Integrating Apache Hive with Kafka, Spark, and BI
Also available as:
PDF

Query a SQL data source using the JdbcStorageHandler

Using the JdbcStorageHandler, you can connect Hive to a MySQL, PostgreSQL, Oracle, MS SQL, or Derby data source, create an external table to represent the data, and then query the table.

In this task you create an external table that uses the JdbcStorageHandler to connect to and read a local JDBC data source.

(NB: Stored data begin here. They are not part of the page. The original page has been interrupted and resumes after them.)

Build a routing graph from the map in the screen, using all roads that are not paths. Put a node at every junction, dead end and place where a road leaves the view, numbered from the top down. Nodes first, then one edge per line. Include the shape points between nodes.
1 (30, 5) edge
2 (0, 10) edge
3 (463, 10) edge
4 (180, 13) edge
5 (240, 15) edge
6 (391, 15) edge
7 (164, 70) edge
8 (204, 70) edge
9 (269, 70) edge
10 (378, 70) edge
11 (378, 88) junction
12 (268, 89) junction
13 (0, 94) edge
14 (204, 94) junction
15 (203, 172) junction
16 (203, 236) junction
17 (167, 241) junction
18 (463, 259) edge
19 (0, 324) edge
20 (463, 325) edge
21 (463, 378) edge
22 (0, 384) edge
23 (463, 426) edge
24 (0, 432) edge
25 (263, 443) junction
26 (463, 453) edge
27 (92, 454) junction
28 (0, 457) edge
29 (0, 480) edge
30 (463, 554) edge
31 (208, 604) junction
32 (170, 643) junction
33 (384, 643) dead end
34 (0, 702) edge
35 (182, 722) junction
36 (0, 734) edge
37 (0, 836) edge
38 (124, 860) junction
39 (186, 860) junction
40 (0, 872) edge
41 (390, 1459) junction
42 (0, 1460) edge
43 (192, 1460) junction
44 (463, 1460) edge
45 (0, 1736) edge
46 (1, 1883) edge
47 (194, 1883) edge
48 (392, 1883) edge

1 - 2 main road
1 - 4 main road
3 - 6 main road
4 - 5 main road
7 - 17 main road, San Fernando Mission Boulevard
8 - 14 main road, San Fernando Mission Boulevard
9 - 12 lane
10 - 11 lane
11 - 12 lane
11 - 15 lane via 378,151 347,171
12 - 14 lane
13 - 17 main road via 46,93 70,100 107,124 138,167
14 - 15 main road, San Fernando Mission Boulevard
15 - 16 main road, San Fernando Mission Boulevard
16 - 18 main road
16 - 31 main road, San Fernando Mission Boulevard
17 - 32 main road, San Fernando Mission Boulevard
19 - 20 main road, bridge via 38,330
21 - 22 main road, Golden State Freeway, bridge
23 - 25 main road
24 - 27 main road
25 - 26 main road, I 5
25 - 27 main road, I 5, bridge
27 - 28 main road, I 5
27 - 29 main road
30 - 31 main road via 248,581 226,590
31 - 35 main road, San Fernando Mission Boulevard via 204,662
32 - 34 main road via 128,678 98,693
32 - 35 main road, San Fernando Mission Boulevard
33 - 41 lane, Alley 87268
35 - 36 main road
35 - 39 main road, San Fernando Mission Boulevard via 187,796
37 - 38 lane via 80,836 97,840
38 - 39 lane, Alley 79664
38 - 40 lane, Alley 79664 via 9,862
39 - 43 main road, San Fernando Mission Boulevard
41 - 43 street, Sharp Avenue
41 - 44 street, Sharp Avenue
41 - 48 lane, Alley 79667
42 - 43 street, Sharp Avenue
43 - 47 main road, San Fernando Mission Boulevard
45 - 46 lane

  1. Load data into a supported SQL database, such as MySQL, on a node in your cluster or familiarize yourself with existing data in the your database.
  2. Obtain credentials for accessing the database.
    • If you are accessing data on your network and have no security worries, you can use the user name and password that authorizes your to access Hive.
    • If you are accessing data on a remote network, create a JCEKS credential keystore on HDFS, and use credentials you specify in the process.
  3. Create an external table using the JdbcStorageHandler and table properties that specify the minimum information: database type, driver, database connection string, user name and password for querying hive, table name, and number of active connections to Hive.
    CREATE EXTERNAL TABLE mytable_jdbc(
      col1 string,
      col2 int,
      col3 double
    )
    STORED BY 'org.apache.hive.storage.jdbc.JdbcStorageHandler'
    TBLPROPERTIES (
      "hive.sql.database.type" = "MYSQL",
      "hive.sql.jdbc.driver" = "com.mysql.jdbc.Driver",
      "hive.sql.jdbc.url" = "jdbc:mysql://localhost/sample",
      "hive.sql.dbcp.username" = "hive",
      "hive.sql.dbcp.password" = "hive",
      "hive.sql.table" = "MYTABLE",
      "hive.sql.dbcp.maxActive" = "1"
    );
  4. Query the external table.
    SELECT * FROM mytable_jdbc WHERE col2 = 19;